(Stored data)
*** Block opens ***
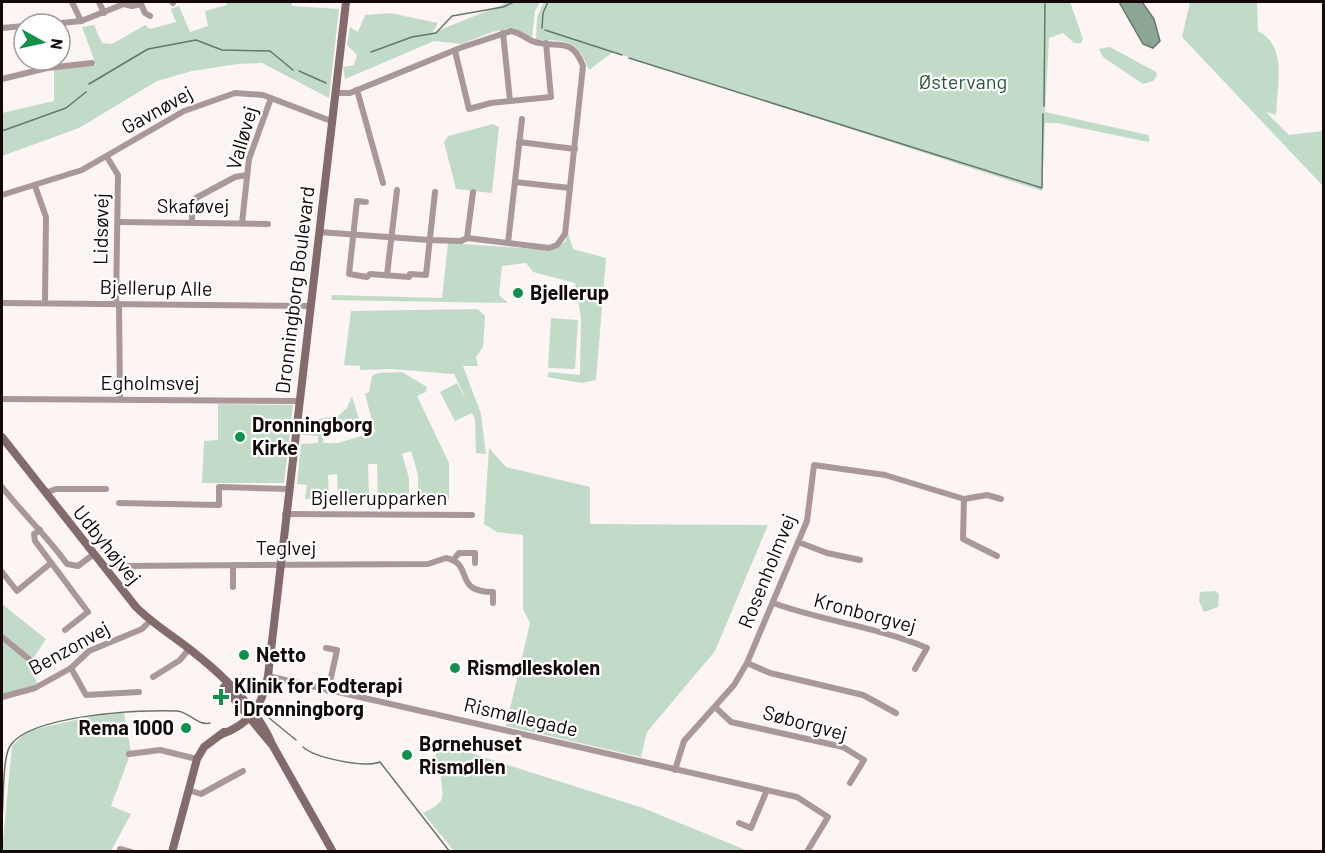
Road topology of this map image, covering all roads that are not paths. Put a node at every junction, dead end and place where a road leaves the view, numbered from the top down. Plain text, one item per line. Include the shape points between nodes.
1 (72, 2) edge
2 (99, 2) edge
3 (346, 2) edge
4 (104, 13) junction
5 (150, 16) dead end
6 (81, 21) junction
7 (72, 22) edge
8 (503, 33) junction
9 (546, 43) junction
10 (455, 51) junction
11 (92, 63) dead end
12 (2, 79) edge
13 (357, 90) junction
14 (335, 93) junction
15 (271, 98) junction
16 (510, 100) junction
17 (522, 119) dead end
18 (331, 121) junction
19 (519, 142) junction
20 (575, 149) junction
21 (107, 157) junction
22 (247, 175) junction
23 (515, 182) junction
24 (383, 183) dead end
25 (35, 186) junction
26 (570, 188) junction
27 (397, 190) dead end
28 (435, 192) dead end
29 (473, 192) dead end
30 (2, 195) edge
31 (366, 202) dead end
32 (118, 222) junction
33 (192, 222) junction
34 (242, 222) junction
35 (267, 224) dead end
36 (319, 232) junction
37 (353, 236) junction
38 (391, 238) junction
39 (468, 238) junction
40 (429, 240) junction
41 (508, 243) junction
42 (387, 275) junction
43 (2, 303) edge
44 (45, 303) junction
45 (118, 304) junction
46 (311, 306) junction
47 (2, 399) edge
48 (120, 399) junction
49 (298, 401) junction
50 (2, 437) edge
51 (2, 487) edge
52 (106, 489) dead end
53 (288, 489) junction
54 (45, 493) junction
55 (964, 499) junction
56 (1001, 499) dead end
57 (119, 503) dead end
58 (285, 514) junction
59 (472, 515) dead end
60 (40, 530) junction
61 (798, 542) junction
62 (94, 554) junction
63 (997, 556) dead end
64 (453, 560) junction
65 (860, 560) dead end
66 (51, 563) junction
67 (475, 563) dead end
68 (280, 564) junction
69 (233, 565) junction
70 (118, 566) dead end
71 (2, 572) edge
72 (233, 587) dead end
73 (493, 603) dead end
74 (772, 603) junction
75 (150, 621) junction
76 (65, 630) dead end
77 (2, 638) edge
78 (326, 648) dead end
79 (189, 649) junction
80 (29, 659) dead end
81 (747, 663) junction
82 (70, 668) junction
83 (915, 669) dead end
84 (268, 676) junction
85 (153, 677) dead end
86 (328, 691) junction
87 (139, 692) dead end
88 (2, 697) edge
89 (715, 707) junction
90 (896, 713) dead end
91 (250, 714) junction
92 (129, 754) dead end
93 (197, 759) junction
94 (675, 770) junction
95 (243, 771) dead end
96 (850, 783) dead end
97 (188, 790) junction
98 (767, 790) junction
99 (739, 823) dead end
100 (120, 849) dead end
101 (808, 850) edge
102 (132, 852) edge
103 (172, 852) edge
104 (333, 852) edge

1 - 6 street
2 - 4 street
3 - 14 street, Dronningborg Boulevard
4 - 5 street via 124,4 141,4
4 - 6 street
6 - 7 street
8 - 9 street via 520,33
8 - 10 street
8 - 16 street
9 - 16 street via 551,97
9 - 20 street via 572,48 583,66
10 - 13 street
10 - 16 street via 469,109
11 - 12 street
13 - 14 street
13 - 24 street
14 - 18 street, Dronningborg Boulevard
15 - 18 street, Gavnøvej
15 - 21 street, Gavnøvej via 242,92 216,98 184,111
15 - 22 street, Valløvej via 252,147
17 - 19 street
18 - 36 street, Dronningborg Boulevard
19 - 20 street
19 - 23 street
20 - 26 street
21 - 25 street, Gavnøvej
21 - 32 street, Lidsøvej via 118,176
22 - 33 street via 235,177 196,198 192,203
22 - 34 street, Valløvej
23 - 26 street
23 - 41 street
25 - 30 street, Gavnøvej
25 - 44 street via 46,217
26 - 41 street via 566,234 557,245 549,248
27 - 38 street
28 - 40 street
29 - 39 street
31 - 37 street via 357,201
32 - 33 street, Skaføvej
32 - 45 street, Lidsøvej
33 - 34 street, Skaføvej
34 - 35 street, Skaføvej
36 - 37 street
36 - 46 street, Dronningborg Boulevard
37 - 38 street
37 - 42 street via 348,274
38 - 40 street
38 - 42 street
39 - 40 street
39 - 41 street
40 - 42 street via 426,275
43 - 44 street, Bjellerup Alle
44 - 45 street, Bjellerup Alle
45 - 46 street, Bjellerup Alle
45 - 48 street, Lidsøvej
46 - 49 street, Dronningborg Boulevard
47 - 48 street, Egholmsvej
48 - 49 street, Egholmsvej
49 - 53 street, Dronningborg Boulevard
50 - 54 street, Udbyhøjvej
51 - 60 street via 30,524
52 - 54 street via 56,489
53 - 57 street via 219,487 219,505
53 - 58 street, Dronningborg Boulevard
54 - 62 street, Udbyhøjvej
55 - 56 street via 987,495
55 - 61 street, Rosenholmvej via 918,483 814,465 811,504
55 - 63 street via 963,539
58 - 59 street, Bjellerupparken
58 - 68 street, Dronningborg Boulevard
60 - 62 street via 73,567
60 - 66 street via 33,537
61 - 65 street
61 - 74 street, Rosenholmvej
62 - 75 street, Udbyhøjvej
64 - 67 street, Teglvej via 459,553 475,553
64 - 68 street, Teglvej via 446,558 429,564
64 - 73 street via 470,588 493,592
66 - 71 street via 17,591
66 - 76 street via 88,612
68 - 69 street, Teglvej
68 - 84 street, Dronningborg Boulevard
69 - 70 street, Teglvej
69 - 72 street
74 - 81 street, Rosenholmvej
74 - 83 street, Kronborgvej via 897,635 927,648
75 - 79 street, Udbyhøjvej
75 - 82 street, Benzonvej via 89,651
77 - 80 street
78 - 86 street via 337,650
79 - 85 street via 180,660
79 - 91 street, Udbyhøjvej
81 - 89 street, Rosenholmvej
81 - 90 street via 770,673 863,695
82 - 87 street via 86,695
82 - 88 street, Benzonvej via 35,688
84 - 86 street, Rismøllegade
84 - 91 street, Dronningborg Boulevard
86 - 94 street, Rismøllegade
89 - 94 street, Rosenholmvej via 684,741
89 - 96 street, Søborgvej via 731,722 843,747 864,760
91 - 93 street, Dronningborg Boulevard via 204,747
91 - 104 street, Udbyhøjvej via 273,746
92 - 93 street via 156,750
93 - 97 street
94 - 98 street, Rismøllegade
95 - 97 street via 201,794
97 - 103 street
98 - 99 street via 751,828
98 - 101 street, Rismøllegade via 797,797 828,817
100 - 102 street

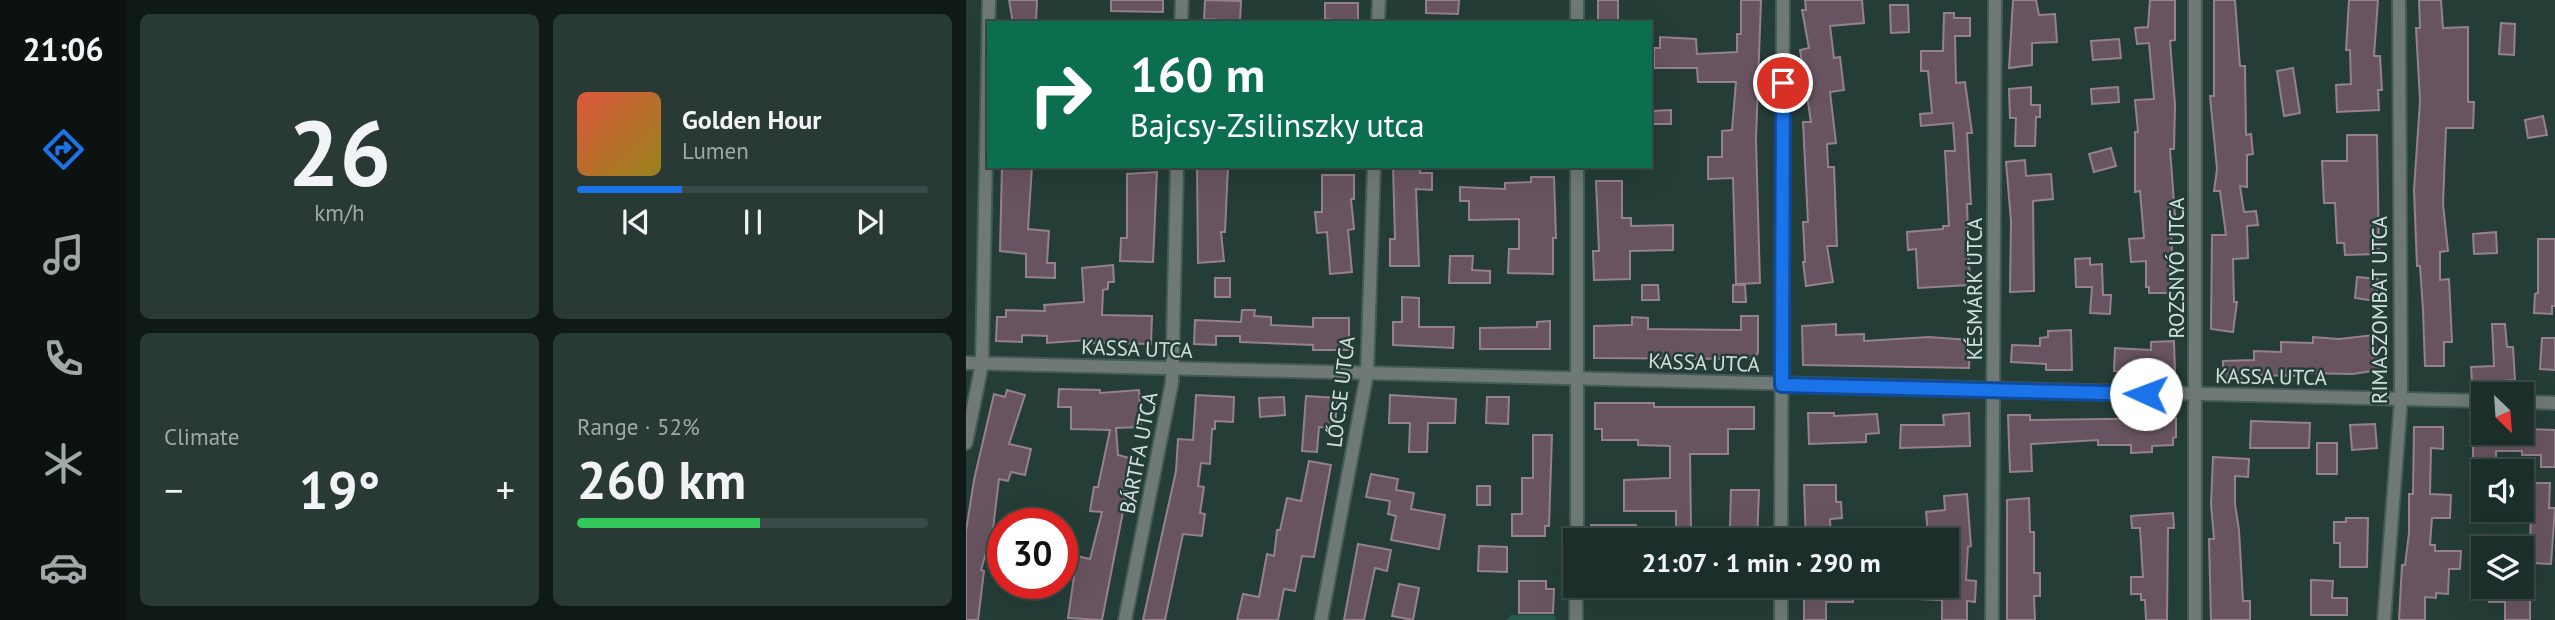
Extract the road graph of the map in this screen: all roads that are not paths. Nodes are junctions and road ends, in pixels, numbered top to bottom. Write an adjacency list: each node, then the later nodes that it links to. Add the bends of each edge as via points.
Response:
1 (989, 0): 9 (street)
2 (1182, 0): 10 (street)
3 (1379, 0): 11 (street)
4 (1577, 0): 12 (street)
5 (1783, 0): 22 (street)
6 (1995, 0): 23 (street, KÉSMÁRK UTCA)
7 (2195, 0): 24 (street, ROZSNYÓ UTCA)
8 (2399, 0): 25 (street, RIMASZOMBAT UTCA)
9 (989, 21)
10 (1181, 21)
11 (1378, 21)
12 (1577, 21)
13 (987, 104): 18 (street)
14 (1177, 168): 19 (street, BÁRTFA UTCA)
15 (1374, 168): 20 (street, LŐCSE UTCA)
16 (1577, 168): 21 (street)
17 (966, 363): 18 (street, KASSA UTCA)
18 (982, 364): 19 (street, KASSA UTCA); 29 (street)
19 (1171, 369): 20 (street, KASSA UTCA); 34 (street, BÁRTFA UTCA, via 1170,397)
20 (1367, 374): 21 (street, KASSA UTCA); 35 (street, LŐCSE UTCA)
21 (1577, 378): 22 (street, KASSA UTCA); 30 (street)
22 (1782, 385): 23 (street, KASSA UTCA); 31 (street)
23 (1994, 389): 24 (street, KASSA UTCA); 38 (street, KÉSMÁRK UTCA)
24 (2197, 395): 25 (street, KASSA UTCA); 39 (street, ROZSNYÓ UTCA)
25 (2401, 399): 26 (street, KASSA UTCA); 40 (street, RIMASZOMBAT UTCA)
26 (2471, 401)
27 (2534, 402): 28 (street)
28 (2555, 403)
29 (966, 443)
30 (1577, 528)
31 (1782, 528)
32 (1577, 598): 36 (street)
33 (1781, 598): 37 (street)
34 (1125, 620)
35 (1321, 620)
36 (1576, 620)
37 (1781, 620)
38 (1992, 620)
39 (2195, 620)
40 (2384, 620)

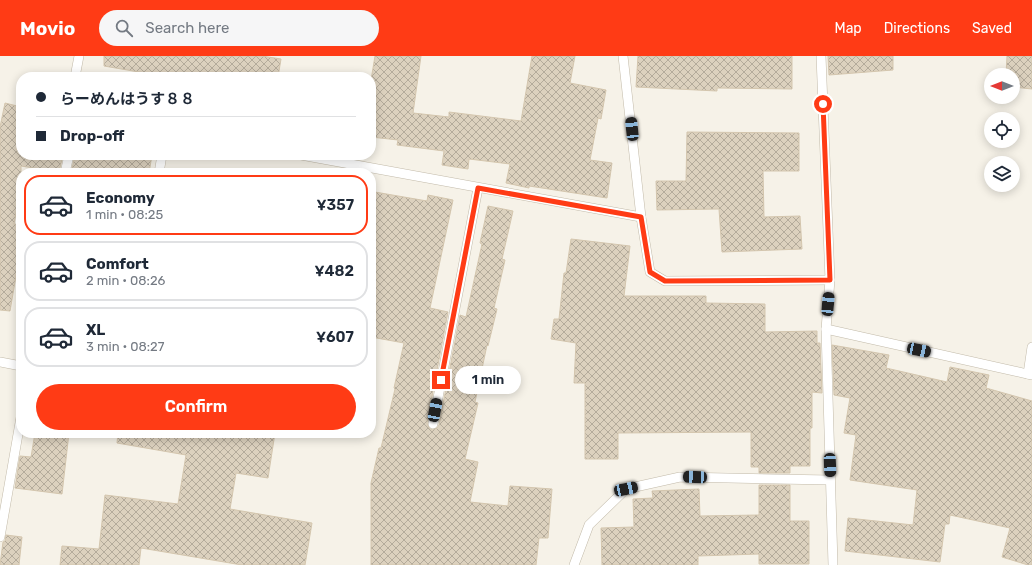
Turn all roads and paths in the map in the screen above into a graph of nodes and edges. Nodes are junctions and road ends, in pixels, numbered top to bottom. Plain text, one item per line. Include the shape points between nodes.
1 (78, 56) edge
2 (624, 56) edge
3 (821, 56) edge
4 (76, 72) edge
5 (328, 160) edge
6 (371, 168) edge
7 (376, 169) edge
8 (478, 188) junction
9 (641, 217) junction
10 (830, 280) junction
11 (826, 329) junction
12 (1032, 347) edge
13 (0, 362) edge
14 (16, 365) edge
15 (1030, 375) edge
16 (433, 424) dead end
17 (17, 438) edge
18 (830, 480) junction
19 (0, 537) edge
20 (574, 565) edge
21 (833, 565) edge

1 - 4 lane
2 - 9 lane
3 - 10 lane
5 - 6 lane
7 - 8 lane
8 - 9 lane
8 - 16 lane
9 - 10 lane via 650,272 665,281
10 - 11 lane
11 - 15 lane
11 - 18 lane
12 - 15 lane
13 - 14 lane
17 - 19 lane
18 - 20 lane via 680,477 626,489 589,525
18 - 21 lane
*** Block closes ***
#### Your goal
Work out how many lines of the entries contain the word "pixels", and answer with that number alone.

#### Task output
2